Boring stretches of highways/x-ways

It must be so boring that you think you’ve driven all the way to Arizona, when the highway doesn’t even go as far south as Salt Lake City.

I guess I’m the first one to mention I-80 through Pennsylvania. 300+ miles on so little importance, that when you’re coming east from Cleveland, the mile signs tell you how far it is to New York City. (480 miles, in case you were wondering).

The Trans-Canada Highway, between Winnipeg, MB and Thunder Bay, ON. About 500 miles of woods and nothing else.

JohnT:

My wife and I drove most of that last year, and made a very pleasant stop in Natural Bridge, VA. The Safari Park there is fun.

My vote is I-10 from Lake City FL to Pecos TX. Nothing along the way I have an interest in doing, for over a thousand miles, and nothing to look at until you get to the Texas hill country.

I-10 gets worse heading across lower Mississippi and into Louisiana. Just an endless road through an endless swamp.

No New Orleans or San Antonio for you! :stuck_out_tongue:

This topic seems familiar.

And I agree with those who said I-5 through the Central Valley–especially the stretch just south of the junction with I-580. I’ve only been on the southern part just once and that was enough.

530 miles, says a guy who lives off mile marker 550. :wink:

Forgot all of Houston, too. One may not like it, but it’s not nothing. :dubious:

It’s all part and parcel. I-84 to I-15 to I-70 to you name it. We drove it both ways this summer and I was ready to open a vein after the first day of dust storms, crosswinds and nothing but dried out countryside.

Okay, I went to Houston and New Orleans, once apiece, and have no interest in going there again. I mean, I won’t avoid them or anything. Look-wise, I take the 12 bypass through Baton Rouge so the scenery doesn’t even change.

No kidding. The only good thing about heading east on 10 is that your are *leaving El Paso!
*

For the past 6 years I’ve driven that route both ways an average of once a week. I don’t find the road boring, there is some lovely scenery along it, but I do like going other places I haven’t been yet. Actually drove it last night to NYC, the 2 1/2 hours sitting & waiting for a wreck to get cleared were a bit boring, but I had podcasts to listen to.

I80 through Nebraska:

Drove it back in the late 1980’s, and you could stop at the “Welcome Center” at one end of the State and pick up a cassette tape and booklet (IIRC) that prompted you to start/stop the tape for information whenever you were near a “point of interest”.

Made it fun…

Here’s an unusual one: **Colorado! **

We were driving I-76 after a grueling stretch through Nebraska. We spent hour after hour waiting to see the beautiful Rockies. It just seemed like a more boring stretch of Nebraska.

You don’t see mountains until you almost hit Denver.

This is the correct answer.

Paradoxically, this thread is quite entertaining.

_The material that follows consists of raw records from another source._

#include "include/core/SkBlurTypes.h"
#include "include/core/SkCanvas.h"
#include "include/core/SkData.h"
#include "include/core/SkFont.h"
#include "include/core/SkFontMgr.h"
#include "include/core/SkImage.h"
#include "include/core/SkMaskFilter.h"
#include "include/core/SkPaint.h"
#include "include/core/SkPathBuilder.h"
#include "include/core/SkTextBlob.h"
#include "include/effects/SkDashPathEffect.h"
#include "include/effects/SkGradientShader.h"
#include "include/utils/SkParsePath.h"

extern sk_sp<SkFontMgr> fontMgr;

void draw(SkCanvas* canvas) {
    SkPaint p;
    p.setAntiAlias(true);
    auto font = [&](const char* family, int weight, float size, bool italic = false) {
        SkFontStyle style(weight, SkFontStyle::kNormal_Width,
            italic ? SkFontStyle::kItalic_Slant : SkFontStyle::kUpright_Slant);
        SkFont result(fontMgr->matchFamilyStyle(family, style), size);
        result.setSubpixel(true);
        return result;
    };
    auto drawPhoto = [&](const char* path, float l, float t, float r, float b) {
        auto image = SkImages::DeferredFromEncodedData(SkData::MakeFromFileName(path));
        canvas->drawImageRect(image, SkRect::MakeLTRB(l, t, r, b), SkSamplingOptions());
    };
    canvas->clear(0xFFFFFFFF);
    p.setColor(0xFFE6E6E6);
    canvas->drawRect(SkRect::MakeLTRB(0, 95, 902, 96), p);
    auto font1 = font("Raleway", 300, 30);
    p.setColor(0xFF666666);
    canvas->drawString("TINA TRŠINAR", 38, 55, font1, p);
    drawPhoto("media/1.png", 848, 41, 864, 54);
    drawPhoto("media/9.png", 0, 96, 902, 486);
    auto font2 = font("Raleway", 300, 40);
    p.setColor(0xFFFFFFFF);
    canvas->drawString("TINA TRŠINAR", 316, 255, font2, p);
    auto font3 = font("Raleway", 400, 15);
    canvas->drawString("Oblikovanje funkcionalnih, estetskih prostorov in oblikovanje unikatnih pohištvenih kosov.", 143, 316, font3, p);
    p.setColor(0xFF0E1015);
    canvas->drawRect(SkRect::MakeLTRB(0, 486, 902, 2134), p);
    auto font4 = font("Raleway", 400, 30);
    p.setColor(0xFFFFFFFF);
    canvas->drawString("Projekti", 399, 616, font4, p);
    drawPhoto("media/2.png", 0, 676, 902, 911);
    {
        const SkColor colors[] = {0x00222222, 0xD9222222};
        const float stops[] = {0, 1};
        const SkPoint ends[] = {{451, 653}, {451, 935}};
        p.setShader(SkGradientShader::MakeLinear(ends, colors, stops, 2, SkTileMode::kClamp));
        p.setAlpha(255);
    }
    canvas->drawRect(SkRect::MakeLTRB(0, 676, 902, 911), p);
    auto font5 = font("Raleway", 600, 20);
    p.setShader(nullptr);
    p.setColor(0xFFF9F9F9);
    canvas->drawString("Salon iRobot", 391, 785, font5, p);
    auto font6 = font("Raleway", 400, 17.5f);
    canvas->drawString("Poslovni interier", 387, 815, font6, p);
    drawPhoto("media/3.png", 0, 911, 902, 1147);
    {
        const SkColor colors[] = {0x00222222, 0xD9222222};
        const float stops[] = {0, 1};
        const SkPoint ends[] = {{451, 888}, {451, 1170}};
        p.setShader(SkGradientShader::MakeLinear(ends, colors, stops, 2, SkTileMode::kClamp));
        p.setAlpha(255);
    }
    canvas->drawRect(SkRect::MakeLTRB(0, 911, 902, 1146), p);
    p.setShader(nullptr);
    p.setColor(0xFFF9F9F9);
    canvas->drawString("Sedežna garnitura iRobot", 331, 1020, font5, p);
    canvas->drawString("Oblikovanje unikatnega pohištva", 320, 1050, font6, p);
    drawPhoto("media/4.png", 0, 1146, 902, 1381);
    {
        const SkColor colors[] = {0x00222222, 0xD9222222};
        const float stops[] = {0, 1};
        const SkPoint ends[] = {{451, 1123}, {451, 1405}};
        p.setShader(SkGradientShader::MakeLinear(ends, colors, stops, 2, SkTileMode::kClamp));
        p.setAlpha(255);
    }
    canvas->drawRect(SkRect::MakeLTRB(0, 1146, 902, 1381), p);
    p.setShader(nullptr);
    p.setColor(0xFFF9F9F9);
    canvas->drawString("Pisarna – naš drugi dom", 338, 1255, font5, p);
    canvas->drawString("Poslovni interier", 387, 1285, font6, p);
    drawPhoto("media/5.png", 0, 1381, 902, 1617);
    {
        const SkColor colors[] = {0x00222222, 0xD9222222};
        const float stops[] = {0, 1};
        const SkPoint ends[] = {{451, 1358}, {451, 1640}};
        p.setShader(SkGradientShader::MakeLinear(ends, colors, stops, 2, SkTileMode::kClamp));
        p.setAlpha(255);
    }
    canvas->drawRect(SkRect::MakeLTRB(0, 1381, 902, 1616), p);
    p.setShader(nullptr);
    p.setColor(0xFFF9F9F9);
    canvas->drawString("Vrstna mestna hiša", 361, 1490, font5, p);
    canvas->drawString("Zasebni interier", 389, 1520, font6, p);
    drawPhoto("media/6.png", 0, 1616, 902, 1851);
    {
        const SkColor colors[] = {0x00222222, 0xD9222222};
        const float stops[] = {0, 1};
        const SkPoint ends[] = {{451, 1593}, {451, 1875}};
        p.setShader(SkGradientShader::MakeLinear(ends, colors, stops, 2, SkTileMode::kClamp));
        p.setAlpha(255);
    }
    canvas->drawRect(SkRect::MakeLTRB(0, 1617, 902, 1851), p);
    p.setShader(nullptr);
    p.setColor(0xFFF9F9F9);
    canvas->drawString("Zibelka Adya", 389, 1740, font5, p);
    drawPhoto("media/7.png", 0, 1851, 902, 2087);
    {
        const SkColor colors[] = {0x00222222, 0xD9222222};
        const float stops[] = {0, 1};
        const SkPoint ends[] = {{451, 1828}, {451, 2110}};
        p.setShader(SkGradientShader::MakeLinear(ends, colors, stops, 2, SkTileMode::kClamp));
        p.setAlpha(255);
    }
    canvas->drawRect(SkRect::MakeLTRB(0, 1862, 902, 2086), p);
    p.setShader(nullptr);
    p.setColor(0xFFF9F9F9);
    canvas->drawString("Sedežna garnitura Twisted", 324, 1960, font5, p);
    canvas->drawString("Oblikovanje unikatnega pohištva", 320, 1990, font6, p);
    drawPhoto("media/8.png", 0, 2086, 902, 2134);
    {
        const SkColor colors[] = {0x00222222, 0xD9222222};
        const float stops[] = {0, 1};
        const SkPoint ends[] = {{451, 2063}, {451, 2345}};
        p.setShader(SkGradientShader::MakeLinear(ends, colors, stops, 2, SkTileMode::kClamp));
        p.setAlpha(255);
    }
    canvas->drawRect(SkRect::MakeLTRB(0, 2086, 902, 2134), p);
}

Wow I guess so…almost word for word!

I dont think I was here then-no I was not. :smack:

There’s a 30 mile section of M-28 in Michigan that’s referred to as the Seney Stretch. The locals claim it’s like driving across North Dakota, twice.

Depends on what part you are on. The where it crossed the Missouri River in South Dakota is kind of neat as you go across the Fort Randall Dam and can see where the actual Fort Randall was on the west side.

I-80 through Iowa and Nebraska, hands down. Especially when you’ve done it dozens of times because your relatives lived in northern Kansas. I’ve been on I-70 through Kansas to Colorado but only once, and I don’t really remember it except that we could see the mountains coming forever and you just never got there.